(Saved entries)
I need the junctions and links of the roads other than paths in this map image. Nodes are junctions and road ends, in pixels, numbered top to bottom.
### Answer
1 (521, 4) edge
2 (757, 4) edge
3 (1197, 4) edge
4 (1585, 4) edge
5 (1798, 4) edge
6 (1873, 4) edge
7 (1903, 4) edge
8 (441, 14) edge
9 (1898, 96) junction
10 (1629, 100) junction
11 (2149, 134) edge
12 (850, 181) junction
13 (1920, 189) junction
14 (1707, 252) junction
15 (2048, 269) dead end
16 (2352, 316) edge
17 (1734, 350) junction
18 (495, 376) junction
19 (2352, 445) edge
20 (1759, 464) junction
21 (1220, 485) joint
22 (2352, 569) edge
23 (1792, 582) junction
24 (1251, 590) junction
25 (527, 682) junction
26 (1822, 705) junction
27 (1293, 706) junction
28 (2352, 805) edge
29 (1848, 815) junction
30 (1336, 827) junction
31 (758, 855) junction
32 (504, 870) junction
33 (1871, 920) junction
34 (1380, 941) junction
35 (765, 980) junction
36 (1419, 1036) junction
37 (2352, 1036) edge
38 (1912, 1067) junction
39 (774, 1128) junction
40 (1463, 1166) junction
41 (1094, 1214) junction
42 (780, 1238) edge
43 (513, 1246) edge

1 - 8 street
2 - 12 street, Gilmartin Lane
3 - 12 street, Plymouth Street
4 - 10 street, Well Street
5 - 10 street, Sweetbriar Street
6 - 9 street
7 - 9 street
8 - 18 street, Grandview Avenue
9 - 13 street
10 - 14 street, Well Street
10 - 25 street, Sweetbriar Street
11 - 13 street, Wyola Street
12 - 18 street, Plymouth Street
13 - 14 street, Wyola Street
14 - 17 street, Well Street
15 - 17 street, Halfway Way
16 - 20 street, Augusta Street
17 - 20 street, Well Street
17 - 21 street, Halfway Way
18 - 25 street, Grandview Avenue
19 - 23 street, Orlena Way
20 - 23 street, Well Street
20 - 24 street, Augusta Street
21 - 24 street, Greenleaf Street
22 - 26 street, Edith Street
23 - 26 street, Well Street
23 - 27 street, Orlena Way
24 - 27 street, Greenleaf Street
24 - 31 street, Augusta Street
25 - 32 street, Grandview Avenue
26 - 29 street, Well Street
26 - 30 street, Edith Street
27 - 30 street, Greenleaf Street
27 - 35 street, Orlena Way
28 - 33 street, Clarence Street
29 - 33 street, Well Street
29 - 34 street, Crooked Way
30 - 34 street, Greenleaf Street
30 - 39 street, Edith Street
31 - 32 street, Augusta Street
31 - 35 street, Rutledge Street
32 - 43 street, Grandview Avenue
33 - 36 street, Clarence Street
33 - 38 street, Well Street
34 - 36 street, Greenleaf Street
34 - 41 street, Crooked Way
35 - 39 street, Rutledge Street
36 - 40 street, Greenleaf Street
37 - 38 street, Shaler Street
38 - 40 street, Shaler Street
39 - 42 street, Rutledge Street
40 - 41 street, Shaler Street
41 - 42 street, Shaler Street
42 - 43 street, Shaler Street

**ABOUT THIS TASK**
Provide a verbatim reproduction of all the records.

**TASK RESULT**
I need the junctions and links of the roads other than paths in this map image. Nodes are junctions and road ends, in pixels, numbered top to bottom.
### Answer
1 (521, 4) edge
2 (757, 4) edge
3 (1197, 4) edge
4 (1585, 4) edge
5 (1798, 4) edge
6 (1873, 4) edge
7 (1903, 4) edge
8 (441, 14) edge
9 (1898, 96) junction
10 (1629, 100) junction
11 (2149, 134) edge
12 (850, 181) junction
13 (1920, 189) junction
14 (1707, 252) junction
15 (2048, 269) dead end
16 (2352, 316) edge
17 (1734, 350) junction
18 (495, 376) junction
19 (2352, 445) edge
20 (1759, 464) junction
21 (1220, 485) joint
22 (2352, 569) edge
23 (1792, 582) junction
24 (1251, 590) junction
25 (527, 682) junction
26 (1822, 705) junction
27 (1293, 706) junction
28 (2352, 805) edge
29 (1848, 815) junction
30 (1336, 827) junction
31 (758, 855) junction
32 (504, 870) junction
33 (1871, 920) junction
34 (1380, 941) junction
35 (765, 980) junction
36 (1419, 1036) junction
37 (2352, 1036) edge
38 (1912, 1067) junction
39 (774, 1128) junction
40 (1463, 1166) junction
41 (1094, 1214) junction
42 (780, 1238) edge
43 (513, 1246) edge

1 - 8 street
2 - 12 street, Gilmartin Lane
3 - 12 street, Plymouth Street
4 - 10 street, Well Street
5 - 10 street, Sweetbriar Street
6 - 9 street
7 - 9 street
8 - 18 street, Grandview Avenue
9 - 13 street
10 - 14 street, Well Street
10 - 25 street, Sweetbriar Street
11 - 13 street, Wyola Street
12 - 18 street, Plymouth Street
13 - 14 street, Wyola Street
14 - 17 street, Well Street
15 - 17 street, Halfway Way
16 - 20 street, Augusta Street
17 - 20 street, Well Street
17 - 21 street, Halfway Way
18 - 25 street, Grandview Avenue
19 - 23 street, Orlena Way
20 - 23 street, Well Street
20 - 24 street, Augusta Street
21 - 24 street, Greenleaf Street
22 - 26 street, Edith Street
23 - 26 street, Well Street
23 - 27 street, Orlena Way
24 - 27 street, Greenleaf Street
24 - 31 street, Augusta Street
25 - 32 street, Grandview Avenue
26 - 29 street, Well Street
26 - 30 street, Edith Street
27 - 30 street, Greenleaf Street
27 - 35 street, Orlena Way
28 - 33 street, Clarence Street
29 - 33 street, Well Street
29 - 34 street, Crooked Way
30 - 34 street, Greenleaf Street
30 - 39 street, Edith Street
31 - 32 street, Augusta Street
31 - 35 street, Rutledge Street
32 - 43 street, Grandview Avenue
33 - 36 street, Clarence Street
33 - 38 street, Well Street
34 - 36 street, Greenleaf Street
34 - 41 street, Crooked Way
35 - 39 street, Rutledge Street
36 - 40 street, Greenleaf Street
37 - 38 street, Shaler Street
38 - 40 street, Shaler Street
39 - 42 street, Rutledge Street
40 - 41 street, Shaler Street
41 - 42 street, Shaler Street
42 - 43 street, Shaler Street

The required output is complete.